(Saved entries)
┌──
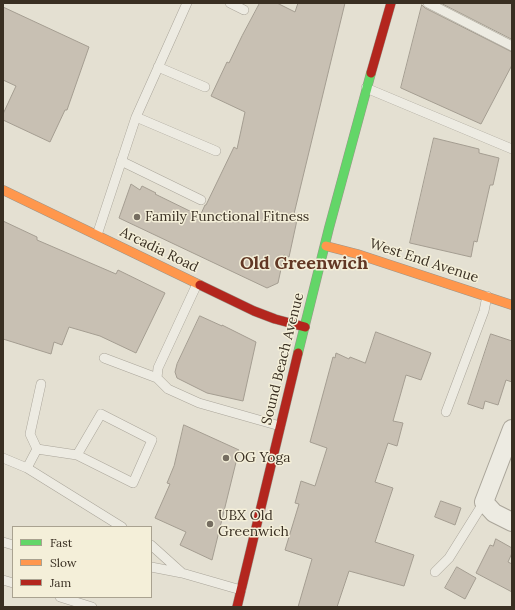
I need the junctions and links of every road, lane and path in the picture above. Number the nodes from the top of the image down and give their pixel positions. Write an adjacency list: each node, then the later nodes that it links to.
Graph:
1 (187, 3): 7 (lane)
2 (230, 3): 5 (lane)
3 (391, 3): 9 (street, Sound Beach Avenue)
4 (428, 3): 6 (lane)
5 (244, 10)
6 (512, 46)
7 (158, 67): 8 (lane); 10 (lane)
8 (205, 87)
9 (366, 88): 11 (lane); 17 (street, Sound Beach Avenue)
10 (136, 117): 12 (lane); 13 (lane)
11 (512, 149)
12 (216, 151)
13 (121, 161): 15 (lane); 16 (lane)
14 (3, 190): 16 (street, Arcadia Road)
15 (202, 200)
16 (96, 235): 18 (street, Arcadia Road)
17 (326, 246): 19 (street, West End Avenue); 21 (street, Sound Beach Avenue)
18 (197, 284): 21 (street, Arcadia Road); 23 (lane)
19 (487, 296): 20 (street, West End Avenue); 25 (lane)
20 (512, 305)
21 (305, 327): 26 (street, Sound Beach Avenue)
22 (104, 358): 23 (lane)
23 (158, 378): 26 (lane)
24 (41, 384): 28 (lane)
25 (446, 412)
26 (282, 426): 39 (street, Sound Beach Avenue)
27 (512, 429): 32 (street)
28 (37, 449): 29 (lane); 31 (lane)
29 (77, 455): 29 (lane)
30 (3, 458): 31 (lane)
31 (27, 468): 34 (lane)
32 (484, 502): 33 (street); 37 (lane)
33 (512, 522)
34 (120, 526)
35 (152, 546): 38 (lane)
36 (152, 567): 38 (lane)
37 (435, 572)
38 (182, 573): 39 (lane)
39 (241, 590): 42 (street, Sound Beach Avenue)
40 (63, 598): 41 (lane)
41 (92, 607)
42 (237, 607)

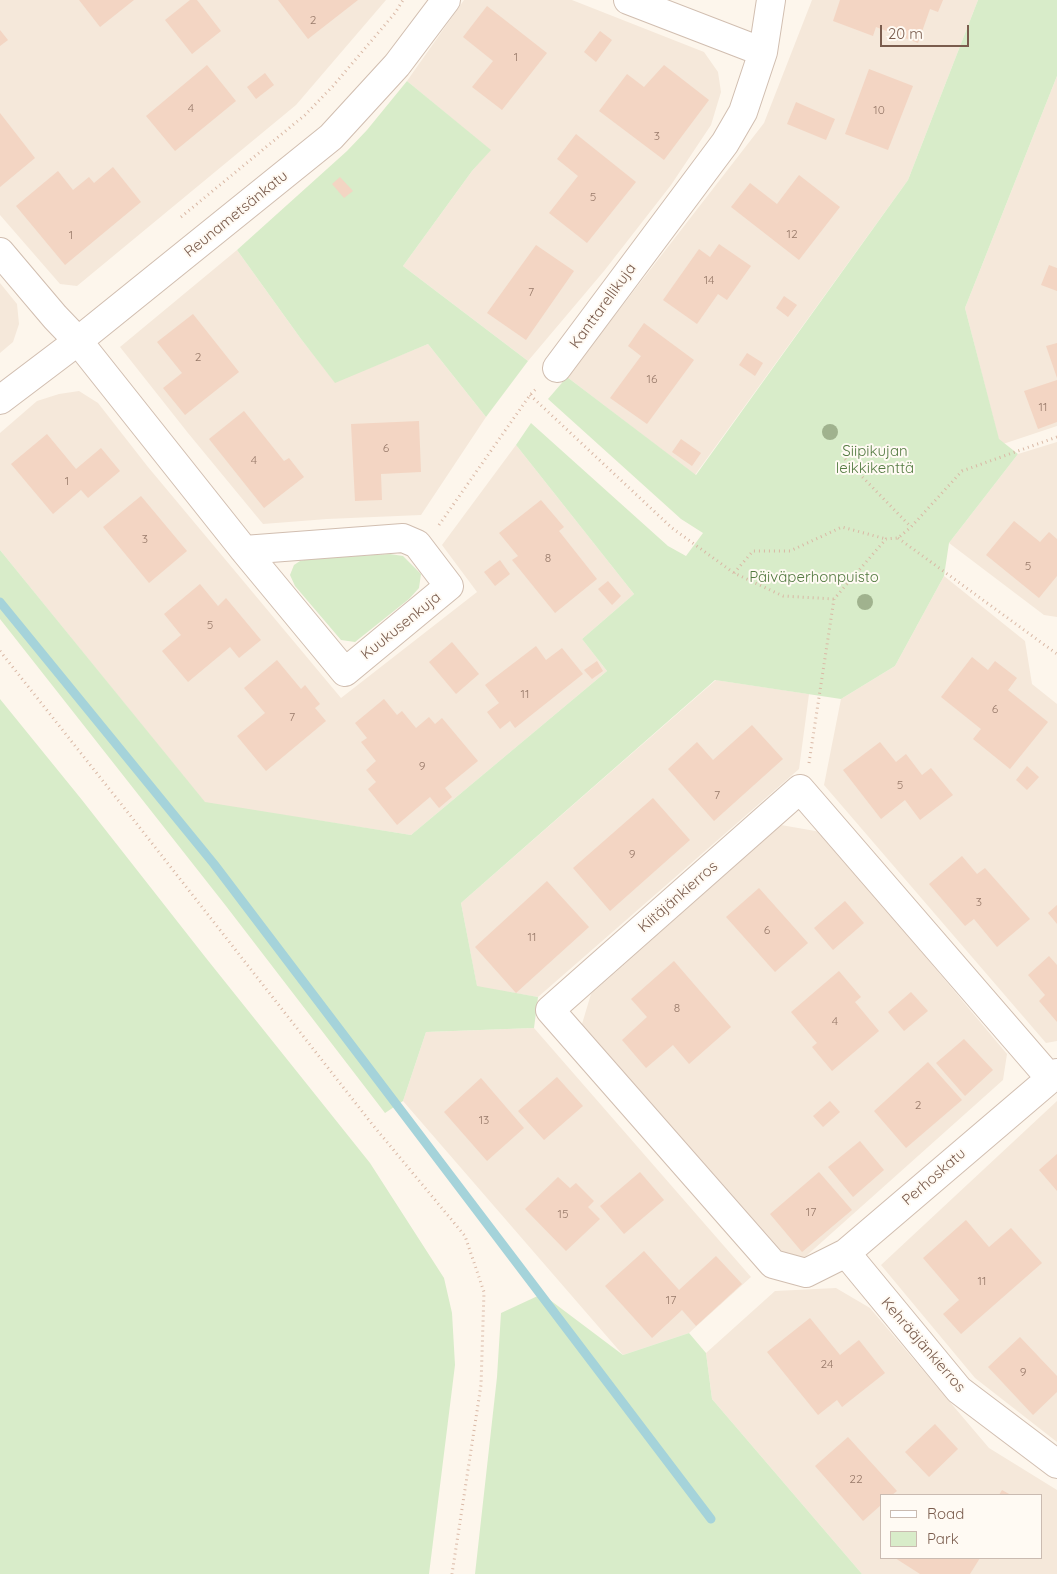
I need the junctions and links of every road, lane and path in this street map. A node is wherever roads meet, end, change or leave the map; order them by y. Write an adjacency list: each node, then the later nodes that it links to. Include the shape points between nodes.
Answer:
1 (403, 0): 6 (path, via 333,86 305,114)
2 (446, 0): 8 (street, Reunametsänkatu, via 397,65 331,137)
3 (628, 0): 5 (street)
4 (771, 0): 5 (street, Kanttarellikuja)
5 (763, 52): 9 (street, Kanttarellikuja, via 743,112 725,142)
6 (177, 221)
7 (0, 252): 8 (street, Kuukusenkuja)
8 (78, 341): 11 (street, Reunametsänkatu); 18 (street, Kuukusenkuja)
9 (557, 368): 10 (path)
10 (530, 395): 17 (path, via 436,530); 19 (path, via 672,528)
11 (0, 400)
12 (1057, 438): 14 (path, via 962,471)
13 (845, 459): 14 (path)
14 (911, 527): 15 (path)
15 (898, 538): 16 (path); 22 (path)
16 (886, 540): 19 (path, via 842,527 790,551 753,551); 20 (path)
17 (417, 544): 18 (street, via 403,538); 18 (street, Kuukusenkuja, via 449,586 345,672)
18 (244, 550)
19 (734, 573): 20 (path, via 783,596)
20 (834, 599): 23 (path, via 809,766)
21 (0, 651): 28 (path, via 464,1236 484,1292 481,1376)
22 (1057, 654)
23 (800, 790): 24 (street); 26 (street, Kiitäjänkierros, via 550,1010 772,1264)
24 (1053, 1075): 25 (street, Perhoskatu)
25 (846, 1253): 26 (street, Perhoskatu); 27 (street, Kehrääjänkierros, via 959,1390)
26 (806, 1273)
27 (1057, 1464)
28 (452, 1574)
└──
* Task *
A verbatim copy of the data, pictures removed, is the expected result.

* Final answer *
I need the junctions and links of every road, lane and path in the picture above. Number the nodes from the top of the image down and give their pixel positions. Write an adjacency list: each node, then the later nodes that it links to.
Graph:
1 (187, 3): 7 (lane)
2 (230, 3): 5 (lane)
3 (391, 3): 9 (street, Sound Beach Avenue)
4 (428, 3): 6 (lane)
5 (244, 10)
6 (512, 46)
7 (158, 67): 8 (lane); 10 (lane)
8 (205, 87)
9 (366, 88): 11 (lane); 17 (street, Sound Beach Avenue)
10 (136, 117): 12 (lane); 13 (lane)
11 (512, 149)
12 (216, 151)
13 (121, 161): 15 (lane); 16 (lane)
14 (3, 190): 16 (street, Arcadia Road)
15 (202, 200)
16 (96, 235): 18 (street, Arcadia Road)
17 (326, 246): 19 (street, West End Avenue); 21 (street, Sound Beach Avenue)
18 (197, 284): 21 (street, Arcadia Road); 23 (lane)
19 (487, 296): 20 (street, West End Avenue); 25 (lane)
20 (512, 305)
21 (305, 327): 26 (street, Sound Beach Avenue)
22 (104, 358): 23 (lane)
23 (158, 378): 26 (lane)
24 (41, 384): 28 (lane)
25 (446, 412)
26 (282, 426): 39 (street, Sound Beach Avenue)
27 (512, 429): 32 (street)
28 (37, 449): 29 (lane); 31 (lane)
29 (77, 455): 29 (lane)
30 (3, 458): 31 (lane)
31 (27, 468): 34 (lane)
32 (484, 502): 33 (street); 37 (lane)
33 (512, 522)
34 (120, 526)
35 (152, 546): 38 (lane)
36 (152, 567): 38 (lane)
37 (435, 572)
38 (182, 573): 39 (lane)
39 (241, 590): 42 (street, Sound Beach Avenue)
40 (63, 598): 41 (lane)
41 (92, 607)
42 (237, 607)

I need the junctions and links of every road, lane and path in this street map. A node is wherever roads meet, end, change or leave the map; order them by y. Write an adjacency list: each node, then the later nodes that it links to. Include the shape points between nodes.
Answer:
1 (403, 0): 6 (path, via 333,86 305,114)
2 (446, 0): 8 (street, Reunametsänkatu, via 397,65 331,137)
3 (628, 0): 5 (street)
4 (771, 0): 5 (street, Kanttarellikuja)
5 (763, 52): 9 (street, Kanttarellikuja, via 743,112 725,142)
6 (177, 221)
7 (0, 252): 8 (street, Kuukusenkuja)
8 (78, 341): 11 (street, Reunametsänkatu); 18 (street, Kuukusenkuja)
9 (557, 368): 10 (path)
10 (530, 395): 17 (path, via 436,530); 19 (path, via 672,528)
11 (0, 400)
12 (1057, 438): 14 (path, via 962,471)
13 (845, 459): 14 (path)
14 (911, 527): 15 (path)
15 (898, 538): 16 (path); 22 (path)
16 (886, 540): 19 (path, via 842,527 790,551 753,551); 20 (path)
17 (417, 544): 18 (street, via 403,538); 18 (street, Kuukusenkuja, via 449,586 345,672)
18 (244, 550)
19 (734, 573): 20 (path, via 783,596)
20 (834, 599): 23 (path, via 809,766)
21 (0, 651): 28 (path, via 464,1236 484,1292 481,1376)
22 (1057, 654)
23 (800, 790): 24 (street); 26 (street, Kiitäjänkierros, via 550,1010 772,1264)
24 (1053, 1075): 25 (street, Perhoskatu)
25 (846, 1253): 26 (street, Perhoskatu); 27 (street, Kehrääjänkierros, via 959,1390)
26 (806, 1273)
27 (1057, 1464)
28 (452, 1574)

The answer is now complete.